● Aim of the exercise
If a line in the data holds the string "AVENUE", list it.

● Extracted material
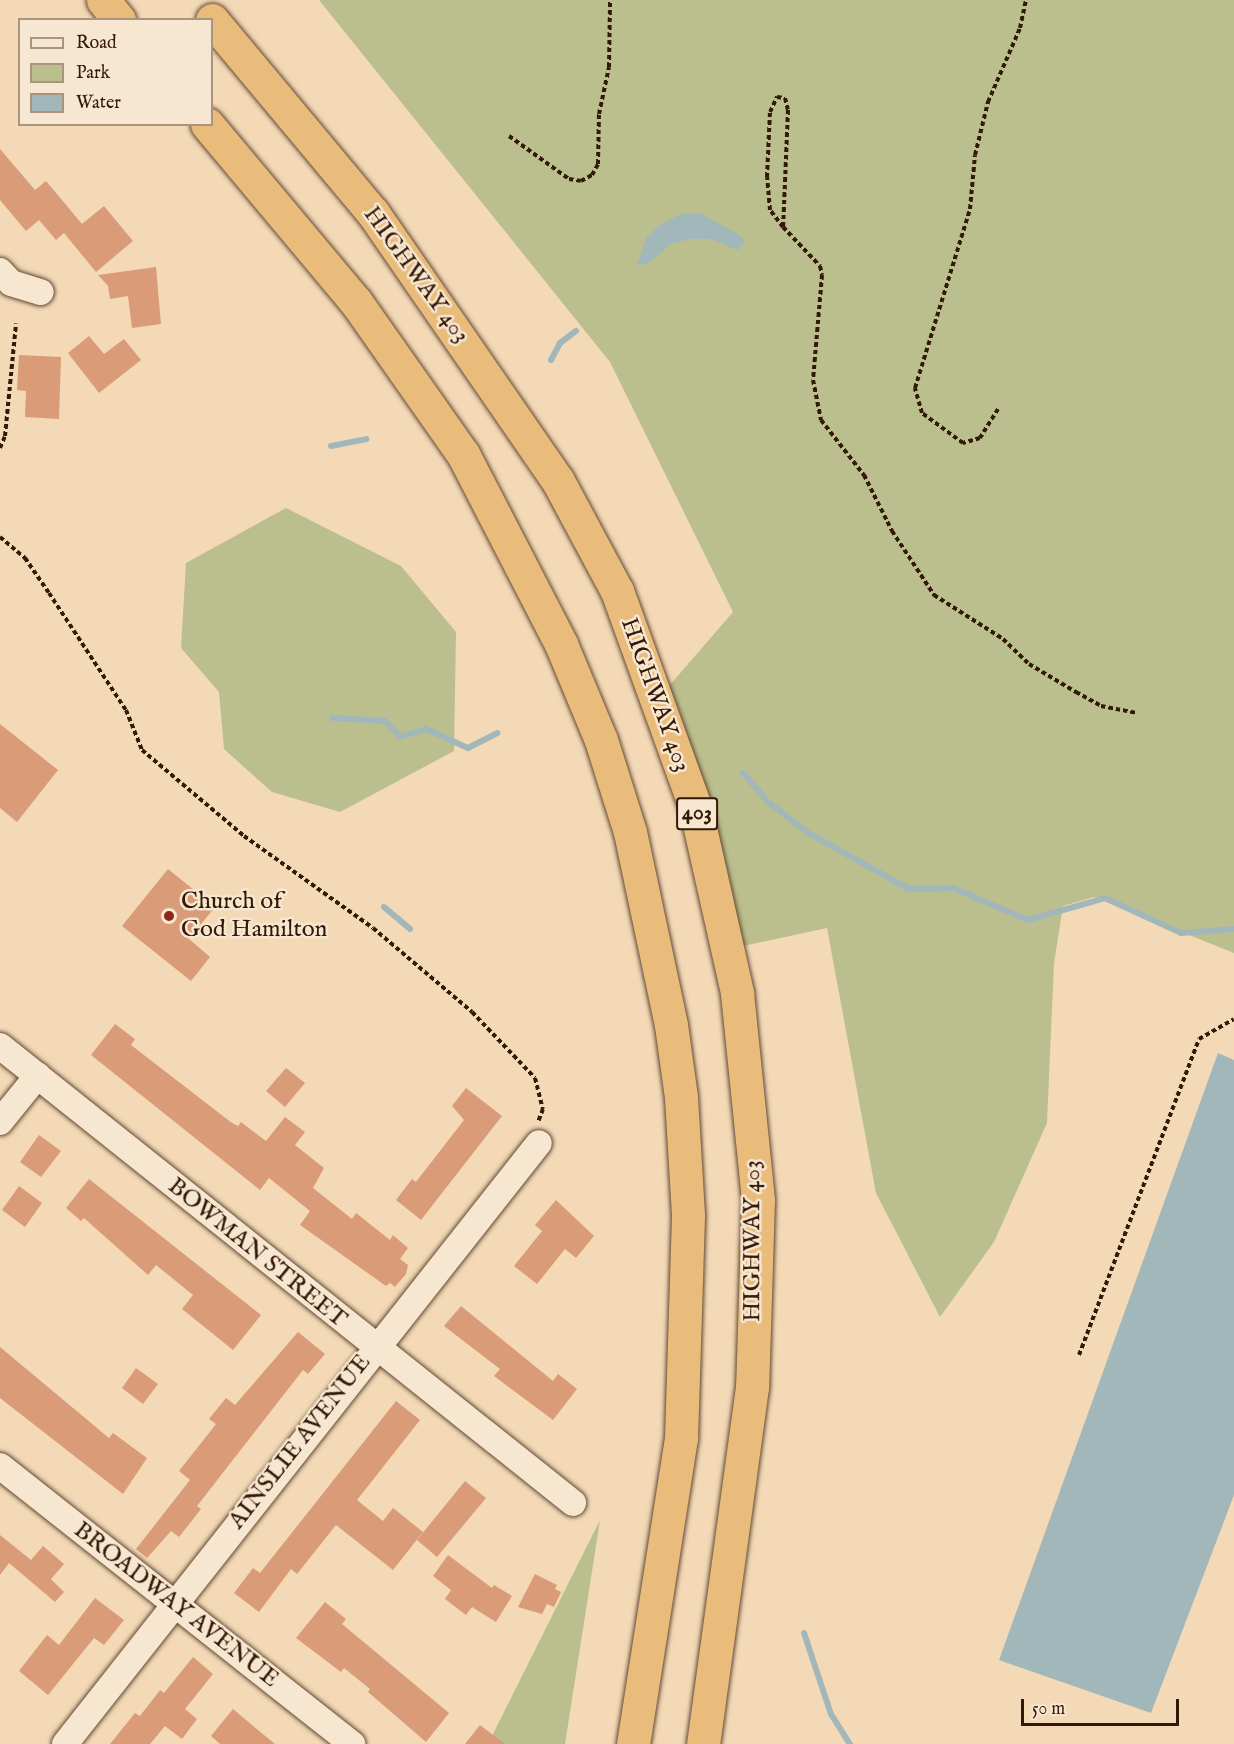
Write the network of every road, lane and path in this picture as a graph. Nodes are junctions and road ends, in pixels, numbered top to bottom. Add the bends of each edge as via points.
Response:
1 (103, 0) edge
2 (195, 0) edge
3 (610, 0) edge
4 (1026, 0) edge
5 (117, 18) edge
6 (209, 18) edge
7 (213, 22) edge
8 (209, 126) edge
9 (509, 136) dead end
10 (783, 227) junction
11 (0, 271) edge
12 (41, 292) dead end
13 (16, 324) dead end
14 (999, 409) dead end
15 (0, 448) edge
16 (0, 537) edge
17 (1136, 713) dead end
18 (1234, 1019) edge
19 (0, 1046) edge
20 (38, 1075) junction
21 (0, 1122) edge
22 (538, 1132) joint
23 (374, 1348) junction
24 (1079, 1355) dead end
25 (0, 1466) edge
26 (573, 1503) dead end
27 (173, 1604) junction
28 (65, 1744) edge
29 (352, 1744) edge
30 (633, 1744) edge
31 (703, 1744) edge

1 - 5 highway
2 - 6 highway, HIGHWAY 403 / 403
3 - 9 path via 609,67 599,114 598,164 592,175 581,181 569,179
4 - 14 path via 1020,28 988,102 975,155 970,210 915,388 922,413 963,443 976,441
7 - 31 highway, HIGHWAY 403 / 403 via 373,213 558,481 617,591 695,806 737,993 758,1200 752,1387
8 - 30 highway via 356,302 463,454 561,644 601,740 630,832 671,1025 681,1097 688,1216 681,1438
10 - 10 path via 788,110 785,98 777,97 770,112 767,177 770,210
10 - 17 path via 820,266 822,275 813,380 821,420 864,476 917,573 934,595 1003,639 1029,664 1101,706
11 - 12 street via 11,283
13 - 15 path via 5,436
16 - 22 path via 25,558 49,593 126,710 142,750 244,836 373,928 472,1012 535,1077 543,1109
18 - 24 path via 1199,1039
19 - 20 street, BOWMAN STREET
20 - 21 street
20 - 23 street, BOWMAN STREET
22 - 23 street, AINSLIE AVENUE
23 - 26 street, BOWMAN STREET
23 - 27 street, AINSLIE AVENUE
25 - 27 street, BROADWAY AVENUE
27 - 28 street, AINSLIE AVENUE
27 - 29 street, BROADWAY AVENUE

● Answer section
22 - 23 street, AINSLIE AVENUE
23 - 27 street, AINSLIE AVENUE
25 - 27 street, BROADWAY AVENUE
27 - 28 street, AINSLIE AVENUE
27 - 29 street, BROADWAY AVENUE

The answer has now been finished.